Tipp: Harry Potter bewahrt vor Unfällen
Laut Wissenschaft-Online.de haben die Harry-Potter-Bücher die Unfallquote bei Kindern an den Erscheinungstagen der Bücher gesenkt. Das haben nun britische Forscher aus Oxford herausgefunden, die die Unfallstatistik mit wissenschaftlicher Akribie unter die Lupe genommen hatten.
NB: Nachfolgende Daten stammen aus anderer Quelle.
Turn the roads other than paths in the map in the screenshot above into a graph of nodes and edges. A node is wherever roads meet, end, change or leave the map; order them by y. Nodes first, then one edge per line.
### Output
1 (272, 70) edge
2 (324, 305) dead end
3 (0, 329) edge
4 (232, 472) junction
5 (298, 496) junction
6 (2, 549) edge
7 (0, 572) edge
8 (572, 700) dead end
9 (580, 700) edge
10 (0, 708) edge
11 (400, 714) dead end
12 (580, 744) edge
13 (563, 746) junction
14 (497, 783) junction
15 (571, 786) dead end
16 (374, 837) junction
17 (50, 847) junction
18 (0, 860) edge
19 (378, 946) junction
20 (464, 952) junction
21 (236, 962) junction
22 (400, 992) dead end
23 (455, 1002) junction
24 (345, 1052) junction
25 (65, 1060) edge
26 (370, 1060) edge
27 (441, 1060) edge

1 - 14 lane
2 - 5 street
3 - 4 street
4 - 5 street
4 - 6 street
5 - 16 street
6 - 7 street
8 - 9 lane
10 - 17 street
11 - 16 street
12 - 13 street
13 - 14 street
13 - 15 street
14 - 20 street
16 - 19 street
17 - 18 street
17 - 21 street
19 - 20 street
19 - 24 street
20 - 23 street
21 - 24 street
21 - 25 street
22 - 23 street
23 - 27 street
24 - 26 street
Im Zeitraum um die Erstveröffentlichungstage der Harry-Potter-Bücher seien immer weniger Kinder in Unfälle verwickelt gewesen, als im Durchschnitt. Offensichtlich werden die Kinder von anderen Freizeitaktivitäten, wie zum Beispiel Inlineskaten Mountainbiking oder ähnlichen sportlichen Aktivitäten abgehalten. Die Harry-Potter-Fans machen es sich zu dieser Zeit lieber zu Hause auf dem Sofa oder im Bett bequem und lesen vor dem Veröffentlichungstermin des neuen Buches noch einmal die Lieblingspassagen der bereits bekannten Bücher. Und wenn dann das heißersehnte Buch da ist, kommen die wahren Harry-Potter-Fans sowieso nicht mehr aus dem Haus heraus, bis auch die letzte Seite des brandneuen Wälzers verschlungen ist.
An normalen Wochenenden würden durchschnittlich 67 Kinder beim Notarzt vorgestellt. An den Erscheinungswochenenden von "Harry Potter und der Orden des Phönix" und "Harry Potter und der Halbblutprinz" seien es höchstens 37 verletzte Kinder gewesen.
Allerdings blieben bei ihrer Studie die Risiken des so genannten "Extremcouchings" unberücksichtigt - vom Sofa zu fallen ist schließlich auch nicht so ungefährlich. So manches unvorsichtiges Kind soll sich auch schon den Finger an Papier geschnitten oder beim Buchzuklappen geklemmt haben. Solche Ausnahmefälle tauchen jedoch gewöhnlich nicht in den Unfallstatistiken auf.